Head of Group External Relations and Sustainability Thomas Steg will not report to work until the company investigates the work of the European Research Group on Environment and Health in the Transport Sector (EUGT), a research group set up by VW and fellow German carmakers BMW and Daimler.
Jens Hanefeld, who is responsible for International and European Policy at Volkswagen, will take over Steg's workload in the meantime.
This is the first major step Volkswagen has taken since the tests were revealed, the company said in a statement. The New York Times first reported on the tests Jan. 25.
"We are currently in the process of investigating the work of the EUGT, which was dissolved in 2017, and drawing all the necessary consequences," said Volkswagen CEO Matthias Muller on Tuesday. "Mr. Steg has declared that he will assume full responsibility. I respect his decision."
Outrage followed the revelations of the tests conducted in a laboratory in Albuquerque, New Mexico, in 2014. Muller called the tests "unethical and repulsive." Further reports from German media outlets said on Monday that the research group also tested the effects of diesel exhaust on 25 people at the University of Aachen in Germany.
In one of the Albuquerque tests, monkeys were placed in airtight containers and forced to breathe only diesel exhaust from a Volkswagen Beetle, as researchers played cartoons to occupy the animals, according to the New York Times report.
German Chancellor Angela Merkel on Monday said the companies must disclose the full extent of their research.
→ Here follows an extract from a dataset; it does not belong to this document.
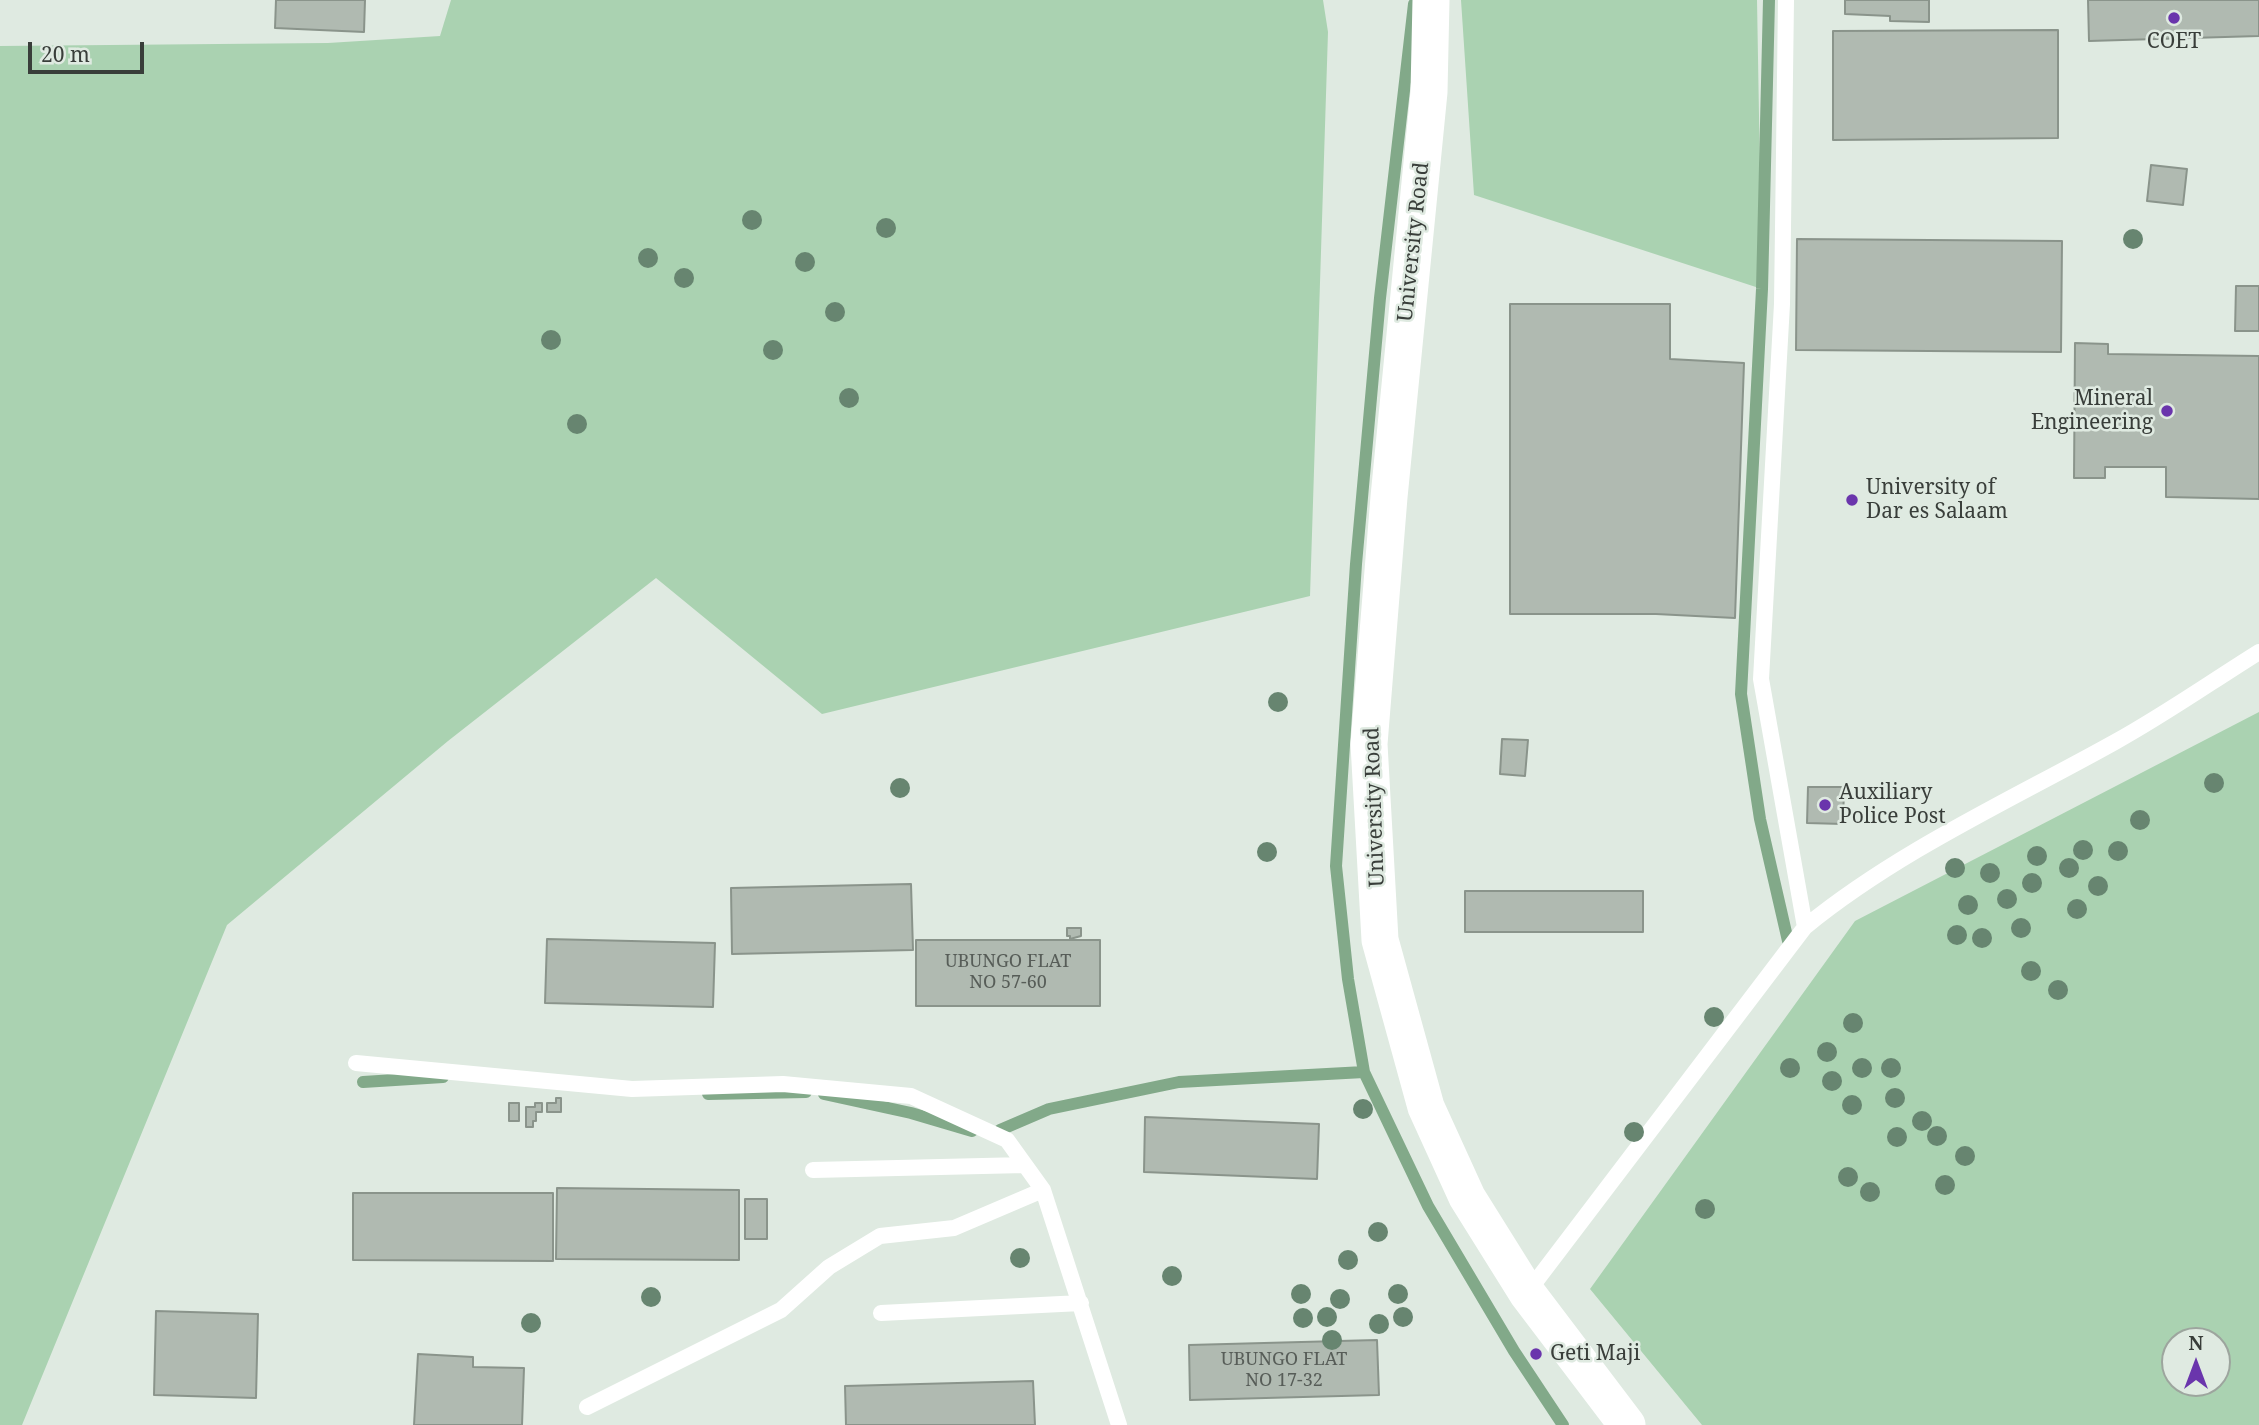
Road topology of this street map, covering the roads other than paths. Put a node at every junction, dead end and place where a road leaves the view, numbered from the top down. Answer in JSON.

It is yet another controversy to engulf Volkswagen involving diesel engines. The world's largest automaker admitted in 2015 that millions of its cars were rigged with devices designed to defeat emissions tests. The company pleaded guilty to three felony charges and agreed to spend as much as $25 billion in the United States to resolve claims from owners and regulators and buy back roughly half a million vehicles.